Conduct a light-weight sizing exercise upfront. 

Most effective segments: midmarket, enterprise.

Even if your customers aren’t committing, bringing a salesperson into your discussion with the customers can help them predict how much they’ll spend. These salespeople should constantly be in touch with whomever at your org researches customer usage patterns—product, growth, data science, or a separate function—and be able to consult confidently about how current usage trends and insights might apply to the prospect’s own business. (Otherwise, these prospects will do this work themselves and almost always forecast in a way that deviates from how your current customers are using the product.) This exercise can be especially important in downturn climates when customers have been spending at a certain run rate and that run rate needs to contract. 

Offer true ups. 

Most effective segments: enterprise.

In lieu of overages, you can reconcile and adjust your customers’ usage at the end of a billing period to ensure that they’re only billed for what they use. This is particularly helpful for companies that have unpredictable spikes or seasonal fluctuations in usage. True ups also scale with customer usage, since customers don’t need to renegotiate their contracts in order to continue consuming. 

Product

Build an in-product dashboard to track usage. 

Most effective segments: all. 

With a dashboard that maps out last and current period’s usage, and predicts usage in the next, customers can easily track their accrued usage. We’ve seen some companies offer forecasts for the remaining billing period and the next billing period, which helps customers with near-term spend planning and limits surprise bills landing at the end of each billing period. 

Many companies are also using AI/ML to help companies better predict usage and notify customers when they’re approaching their usage limits.

Customer support

Create implementation guides with best practices. 

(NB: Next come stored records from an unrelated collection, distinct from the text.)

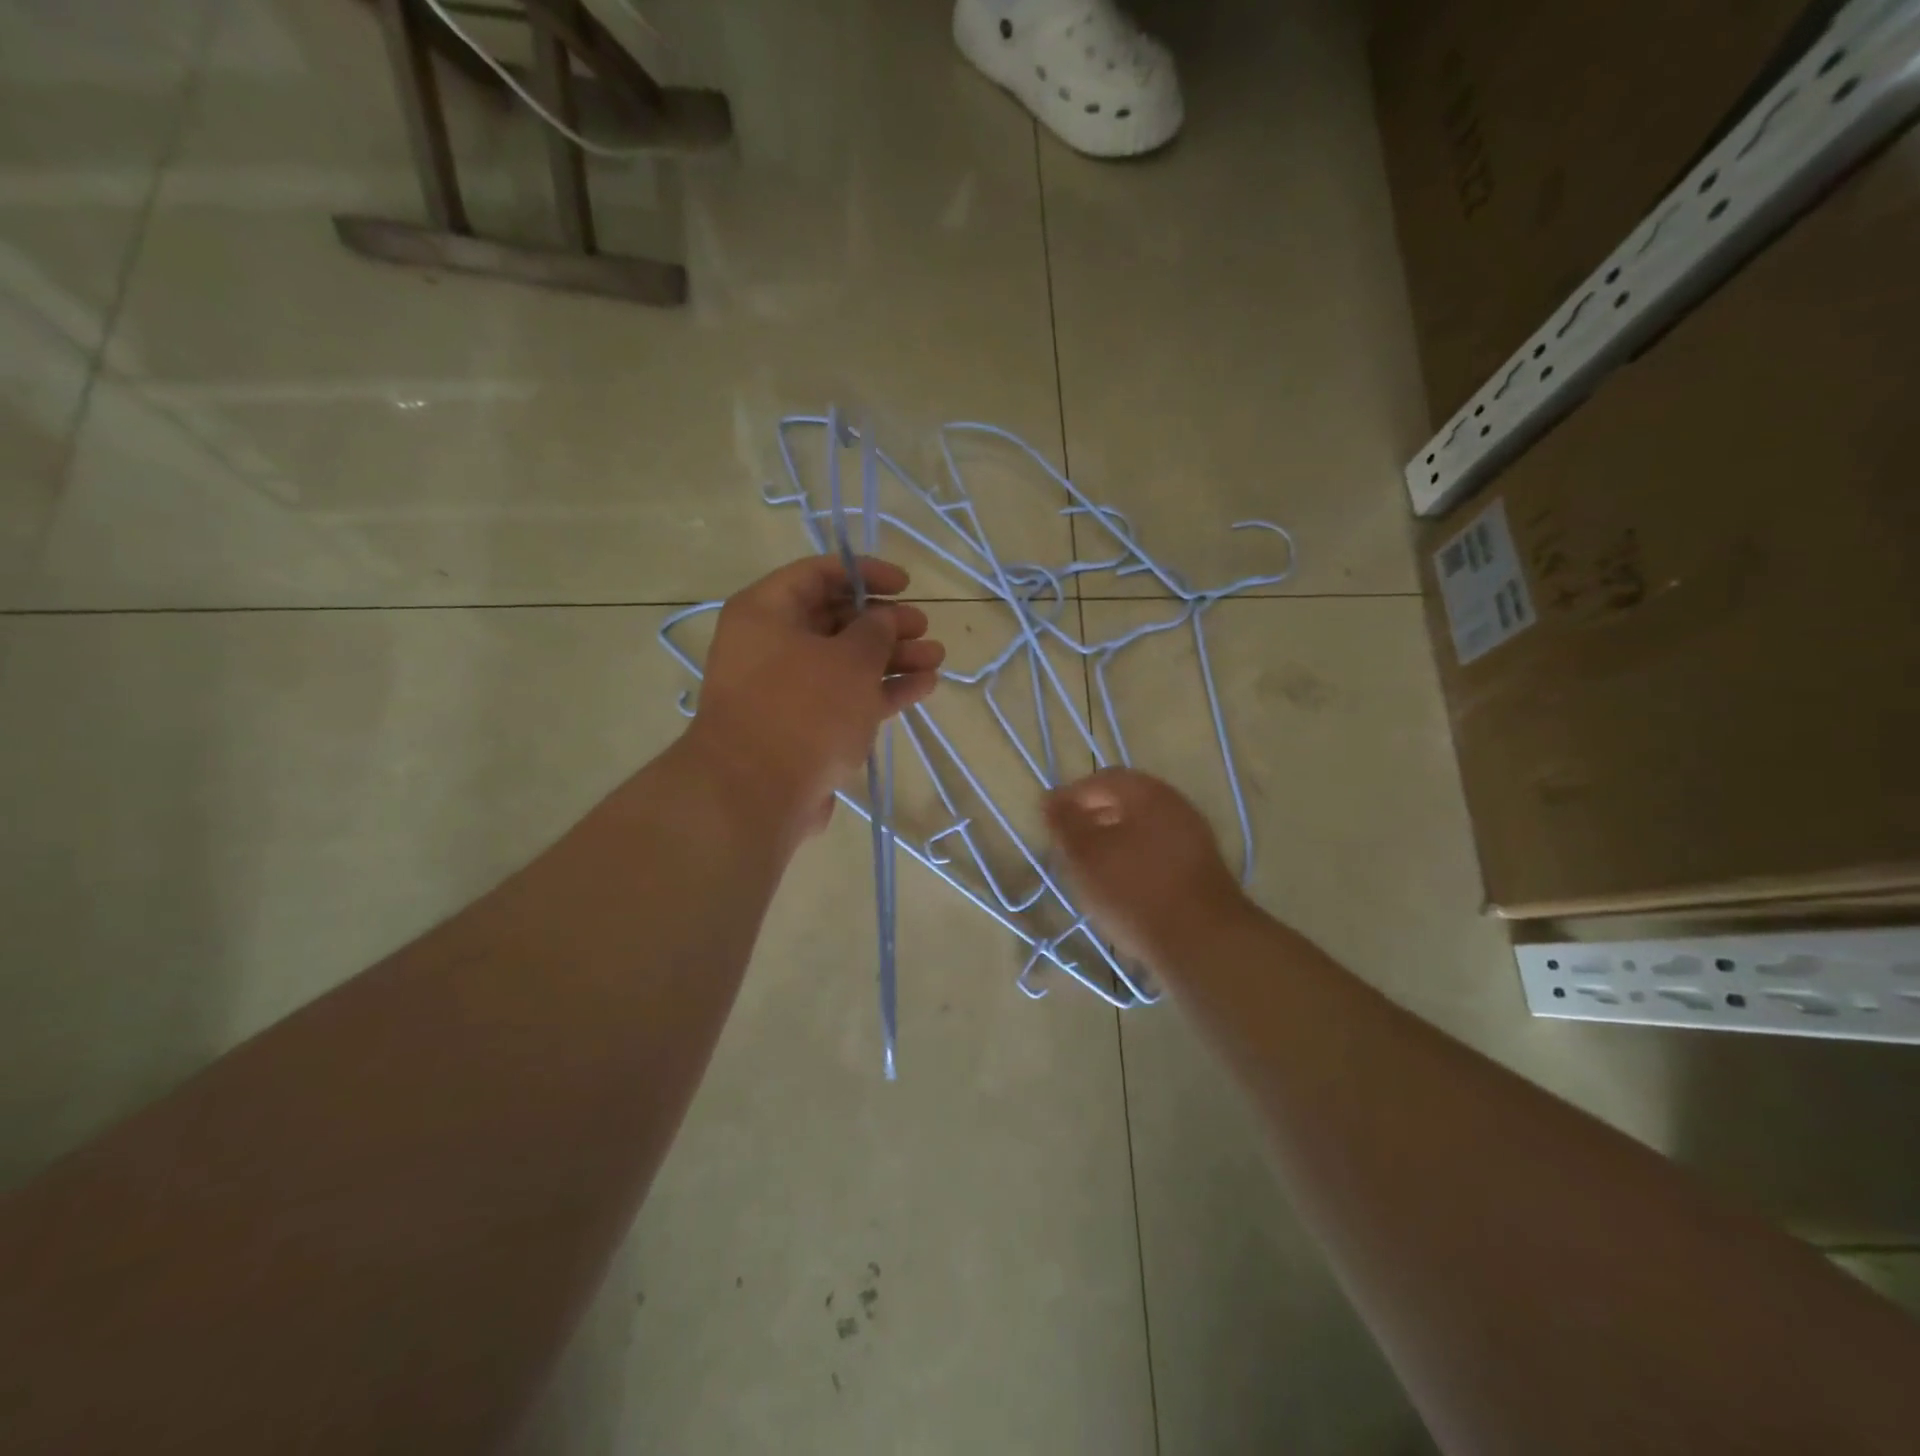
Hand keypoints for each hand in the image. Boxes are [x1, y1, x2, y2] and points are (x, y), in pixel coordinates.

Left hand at [689, 556, 944, 833]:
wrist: (756, 794)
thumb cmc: (803, 708)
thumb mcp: (849, 658)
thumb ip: (876, 630)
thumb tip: (884, 619)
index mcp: (765, 612)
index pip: (817, 574)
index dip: (864, 574)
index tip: (905, 585)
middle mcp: (770, 646)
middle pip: (835, 621)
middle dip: (885, 623)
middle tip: (924, 627)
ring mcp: (785, 690)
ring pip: (845, 662)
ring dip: (892, 658)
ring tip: (937, 659)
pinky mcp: (802, 729)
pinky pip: (846, 698)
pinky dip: (881, 691)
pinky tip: (923, 687)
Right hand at [1044, 769, 1248, 965]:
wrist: (1202, 942)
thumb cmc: (1134, 890)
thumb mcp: (1085, 855)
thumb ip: (1064, 823)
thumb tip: (1051, 798)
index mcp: (1148, 793)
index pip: (1103, 779)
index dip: (1072, 795)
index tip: (1049, 820)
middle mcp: (1175, 806)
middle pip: (1126, 802)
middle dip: (1092, 817)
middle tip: (1067, 843)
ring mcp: (1193, 837)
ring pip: (1142, 828)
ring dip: (1113, 840)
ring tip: (1089, 868)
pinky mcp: (1200, 869)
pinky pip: (1158, 852)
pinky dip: (1133, 859)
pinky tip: (1120, 886)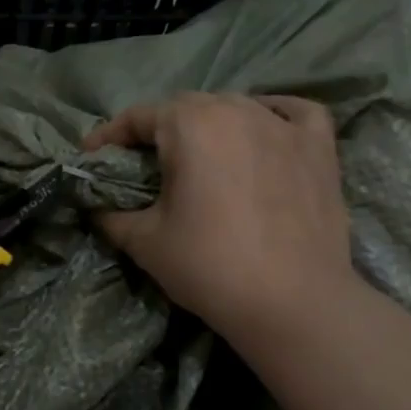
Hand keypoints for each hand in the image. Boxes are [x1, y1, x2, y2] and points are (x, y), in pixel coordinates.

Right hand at [83, 93, 356, 340]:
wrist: (292, 303)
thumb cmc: (209, 266)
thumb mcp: (144, 242)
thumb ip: (111, 215)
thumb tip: (97, 207)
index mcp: (189, 125)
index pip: (138, 117)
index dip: (109, 136)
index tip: (91, 156)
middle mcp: (236, 110)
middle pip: (186, 107)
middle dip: (158, 129)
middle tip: (142, 162)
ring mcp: (283, 125)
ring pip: (235, 106)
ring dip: (209, 123)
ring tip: (198, 153)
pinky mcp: (319, 147)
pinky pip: (294, 113)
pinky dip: (274, 115)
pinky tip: (265, 130)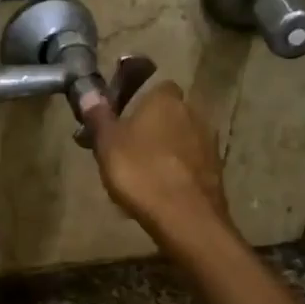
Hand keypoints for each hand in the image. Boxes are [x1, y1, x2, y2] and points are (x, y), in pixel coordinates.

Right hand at [81, 80, 231, 240]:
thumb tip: (88, 92)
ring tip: (141, 175)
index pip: (155, 87)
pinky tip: (160, 191)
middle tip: (127, 151)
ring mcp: (208, 142)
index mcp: (165, 99)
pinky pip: (189, 164)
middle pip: (168, 114)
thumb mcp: (107, 144)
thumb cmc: (140, 171)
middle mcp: (192, 112)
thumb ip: (98, 116)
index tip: (121, 120)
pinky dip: (176, 171)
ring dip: (164, 151)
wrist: (185, 216)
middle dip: (151, 128)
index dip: (138, 101)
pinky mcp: (216, 170)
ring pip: (179, 140)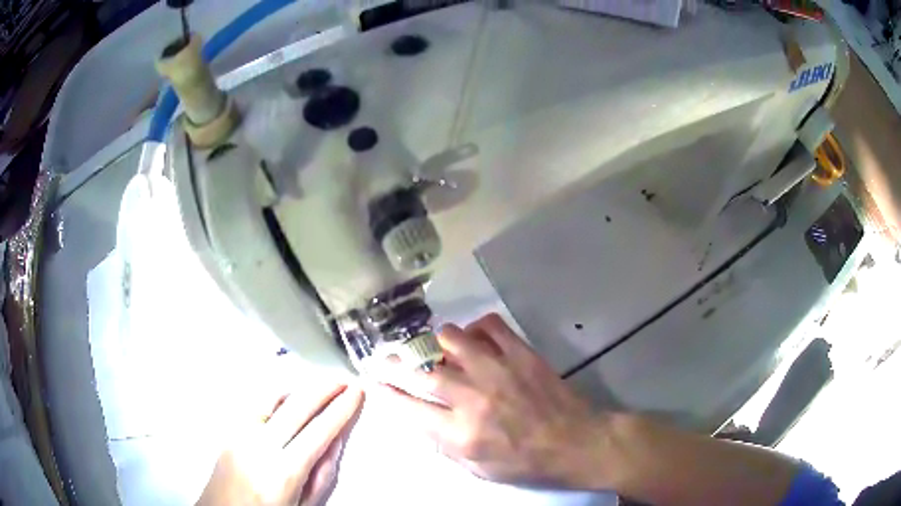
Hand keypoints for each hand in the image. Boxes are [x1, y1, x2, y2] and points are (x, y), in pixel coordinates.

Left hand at [197, 381, 363, 505]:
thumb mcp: (305, 505)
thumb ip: (322, 474)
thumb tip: (335, 440)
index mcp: (283, 471)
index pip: (319, 431)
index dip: (341, 409)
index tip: (356, 393)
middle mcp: (259, 447)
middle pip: (297, 408)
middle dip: (324, 390)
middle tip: (344, 381)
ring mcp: (240, 436)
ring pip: (273, 399)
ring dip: (300, 389)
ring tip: (320, 385)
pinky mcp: (229, 432)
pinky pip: (256, 407)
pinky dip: (277, 397)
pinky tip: (289, 397)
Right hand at [375, 313, 610, 487]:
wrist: (576, 442)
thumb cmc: (527, 463)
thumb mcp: (479, 469)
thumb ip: (446, 445)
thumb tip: (424, 419)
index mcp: (461, 433)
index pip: (410, 408)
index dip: (386, 393)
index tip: (372, 381)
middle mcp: (473, 398)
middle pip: (422, 373)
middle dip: (395, 363)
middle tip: (385, 357)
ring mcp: (498, 370)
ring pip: (451, 340)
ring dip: (437, 343)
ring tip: (437, 349)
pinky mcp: (520, 353)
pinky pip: (489, 325)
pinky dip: (475, 327)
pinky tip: (475, 339)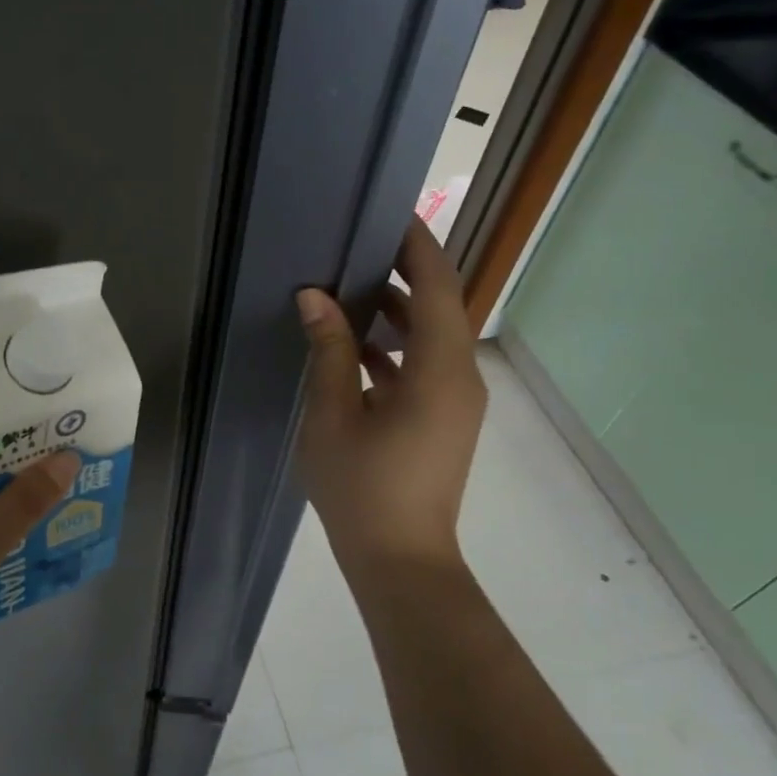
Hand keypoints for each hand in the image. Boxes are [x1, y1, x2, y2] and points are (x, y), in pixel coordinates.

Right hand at [294, 219, 486, 582]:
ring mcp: (456, 402)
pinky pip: (425, 367)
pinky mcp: (444, 421)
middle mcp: (460, 378)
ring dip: (397, 313)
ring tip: (350, 289)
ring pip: (432, 338)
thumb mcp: (333, 415)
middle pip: (440, 308)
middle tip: (358, 247)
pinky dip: (396, 349)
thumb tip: (316, 296)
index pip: (438, 287)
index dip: (418, 247)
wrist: (400, 560)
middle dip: (404, 274)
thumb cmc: (362, 488)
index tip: (390, 215)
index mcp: (440, 371)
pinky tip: (354, 347)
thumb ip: (329, 350)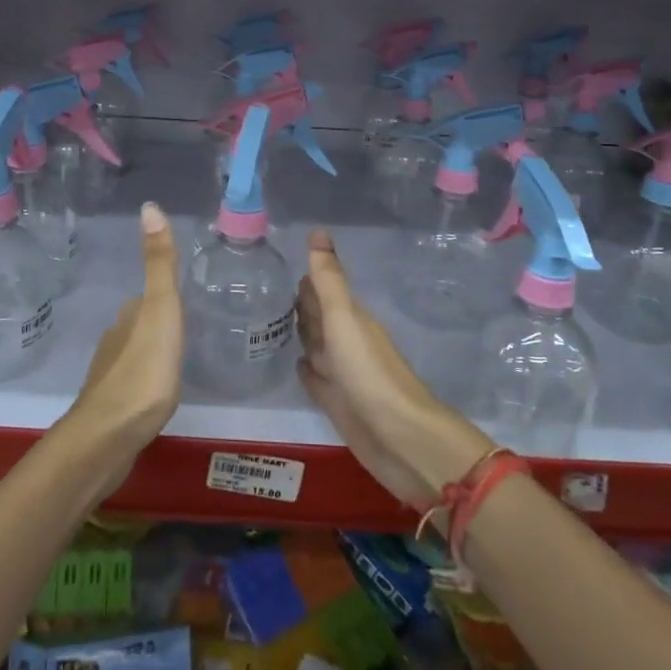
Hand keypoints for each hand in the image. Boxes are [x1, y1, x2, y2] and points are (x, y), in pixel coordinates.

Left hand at [64, 202, 183, 493]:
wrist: (109, 437)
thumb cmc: (143, 370)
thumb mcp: (161, 310)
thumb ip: (160, 264)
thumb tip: (149, 205)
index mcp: (129, 317)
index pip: (147, 297)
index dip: (164, 295)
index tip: (184, 298)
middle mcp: (115, 340)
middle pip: (139, 323)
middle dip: (158, 322)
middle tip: (188, 326)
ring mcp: (111, 376)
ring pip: (134, 352)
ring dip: (151, 351)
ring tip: (177, 357)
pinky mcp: (113, 407)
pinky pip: (133, 383)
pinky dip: (146, 379)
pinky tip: (159, 391)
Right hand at [295, 230, 489, 508]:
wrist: (401, 438)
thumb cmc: (370, 373)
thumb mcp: (345, 319)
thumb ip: (329, 280)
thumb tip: (318, 231)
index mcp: (351, 319)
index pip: (323, 291)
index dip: (307, 278)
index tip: (281, 262)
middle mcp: (347, 342)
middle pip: (320, 317)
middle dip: (301, 304)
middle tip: (269, 290)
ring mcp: (344, 374)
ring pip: (317, 346)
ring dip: (301, 334)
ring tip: (272, 322)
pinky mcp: (338, 403)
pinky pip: (317, 379)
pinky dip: (305, 369)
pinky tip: (294, 364)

Most effective segments: all.

Creating guides that review your products’ features and capabilities, outline resource requirements, itemize best practices, and detail how your product can be scaled to meet customers’ growing needs offers users a solid resource for understanding how to get the most out of your product quickly. 

Proactive engagement from customer success managers.

Most effective segments: midmarket, enterprise.

Customer success managers (CSMs) reach out when usage starts to spike and might supersede their typical or committed usage. In addition to flagging usage that’s trending too high, CSMs can also optimize the implementation of your customers’ products so they’re meeting their agreed-upon business needs

As you offer your customers better ways to predict their usage of your product, you also lay the groundwork for more effectively tracking your own revenue as a vendor—and predictable revenue is the lynchpin of any company’s planning, execution, and ultimately valuation. There are other steps you’ll need to take in order to better predict your own revenue, which we’ll touch on in a future post.